Seward was one of the most influential proponents of westward expansion, and Stanton’s conflict with President Andrew Johnson resulted in the first Presidential impeachment.
All too soon, the Union Army was needed to frighten the French into leaving occupied Mexico, and the Indian Wars in the West were to begin.
Any of these events and people could have been profoundly affected by the health of Abraham Lincoln. And US history could have been profoundly different.
Our military are the ones saying this. So I’d bank it.
Yeah! Like Reagan he hardly ever talked about AIDS. Therefore he's obviously responsible for anal sex in bathhouses, just like Reagan.
I seem to remember something about a smoking gun :-}
Ha! You didn’t go far enough. The truthers say that Lincoln secretly enlisted JWB to murder him.
Lincoln did not have Marfan syndrome. People with Marfan have long thin fingers and tend to be weaker than normal. Lincoln displayed great strength, for example in wood-chopping demonstrations, and once during the Civil War, when he held a very heavy ax at arms length by the end of the handle. Also casts of Lincoln’s hands survive, which show his hands to be very strong and not like those of someone with Marfan syndrome.
Lincoln was also know to be an accomplished wrestler in his youth. It is very unlikely someone with Marfan’s would excel at wrestling.
Marfan’s is what I always thought Lincoln had. Accounted for the gaunt look and gangliness.
There was black powder involved, so you are Shirley Wright.
My friends daughter with Marfans was born with webbed fingers and toes and she is recovering from heart transplant surgery. I have only seen the girl once but her face and neck are very strange, like she has too many tendons connecting them. She has had dozens of surgeries to correct problems with the connective tissue all over her body.
Whatever disease Lincoln did or did not have it did not affect his mind. Whether you agree with his decisions and politics or not, Lincoln was an extremely intelligent man and a very clever politician.
Of Lincoln's four sons, only Robert lived to maturity, so any descendants would have to trace their lineage back to him. In 1868 Robert married Mary Harlan and they had three children: Jessie, Abraham (known as Jack), and Mary. Abraham died at the age of 17, before marrying. Mary married Charles B. Isham and bore him one son, Lincoln Isham, who married Leahalma Correa. That marriage was childless, leaving it up to Jessie to continue the Lincoln family line. She eloped to marry Warren W. Beckwith, with whom she had two children, Mary Lincoln Beckwith and Robert Lincoln Beckwith, before divorcing in 1907.

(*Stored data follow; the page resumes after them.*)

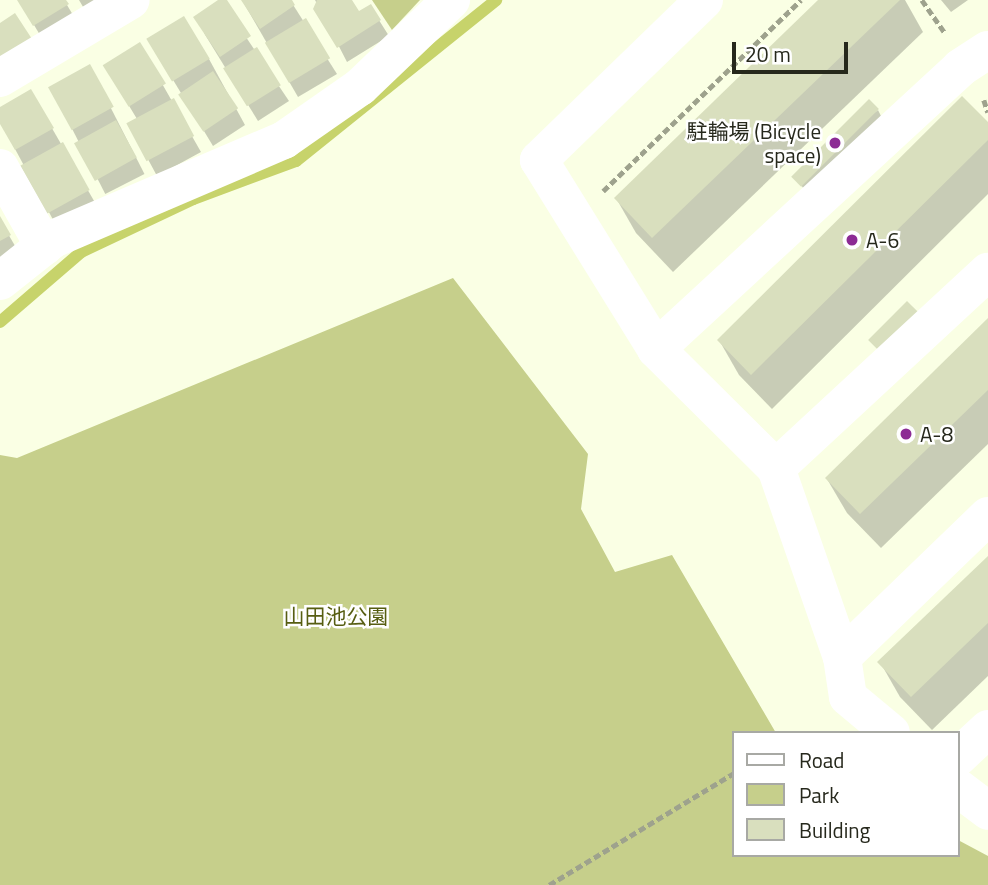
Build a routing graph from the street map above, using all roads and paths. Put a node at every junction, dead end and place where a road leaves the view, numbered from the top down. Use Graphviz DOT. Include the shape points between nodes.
graph roads {
  1 [pos="131,0"];
  2 [pos="452,0"];
  3 [pos="704,0"];
  4 [pos="801,0"];
  5 [pos="988,50"];
  6 [pos="0,78"];
  7 [pos="0,168"];
  8 [pos="573,219"];
  9 [pos="44,246"];
  10 [pos="988,272"];
  11 [pos="0,281"];
  12 [pos="656,349"];
  13 [pos="776,468"];
  14 [pos="988,516"];
  15 [pos="842,657"];
  16 [pos="988,729"];
  17 [pos="889,731"];
  18 [pos="960,755"];
  19 [pos="732,774"];
  20 [pos="549,885"];
  1 -- 6 [label="street"];
  2 -- 9 [label="street" via="360,87 284,141"];
  3 -- 8 [label="street" via="539,160"];
  4 -- 8 [label="path"];
  5 -- 12 [label="street" via="960,68"];
  7 -- 9 [label="street"];
  8 -- 12 [label="street"];
  9 -- 11 [label="street"];
  10 -- 13 [label="street"];
  12 -- 13 [label="street"];
  13 -- 15 [label="street"];
  14 -- 15 [label="street"];
  15 -- 17 [label="street" via="848,697"];
  16 -- 18 [label="street"];
  19 -- 20 [label="path"];
}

In 1915 Jessie remarried, to explorer Frank E. Johnson. That marriage, childless, also resulted in divorce in 1925. Undaunted, Jessie then married for a third time, this time to Robert J. Randolph, in 1926. That marriage produced no offspring.
Mary Lincoln Beckwith, great-granddaughter of President Lincoln, never married. Her brother, Robert Lincoln Beckwith, married twice, to Hazel Holland Wilson and Annemarie Hoffman. He never had any children, and when he died in 1985 the Lincoln line ended. There are no direct living descendants of Abraham Lincoln.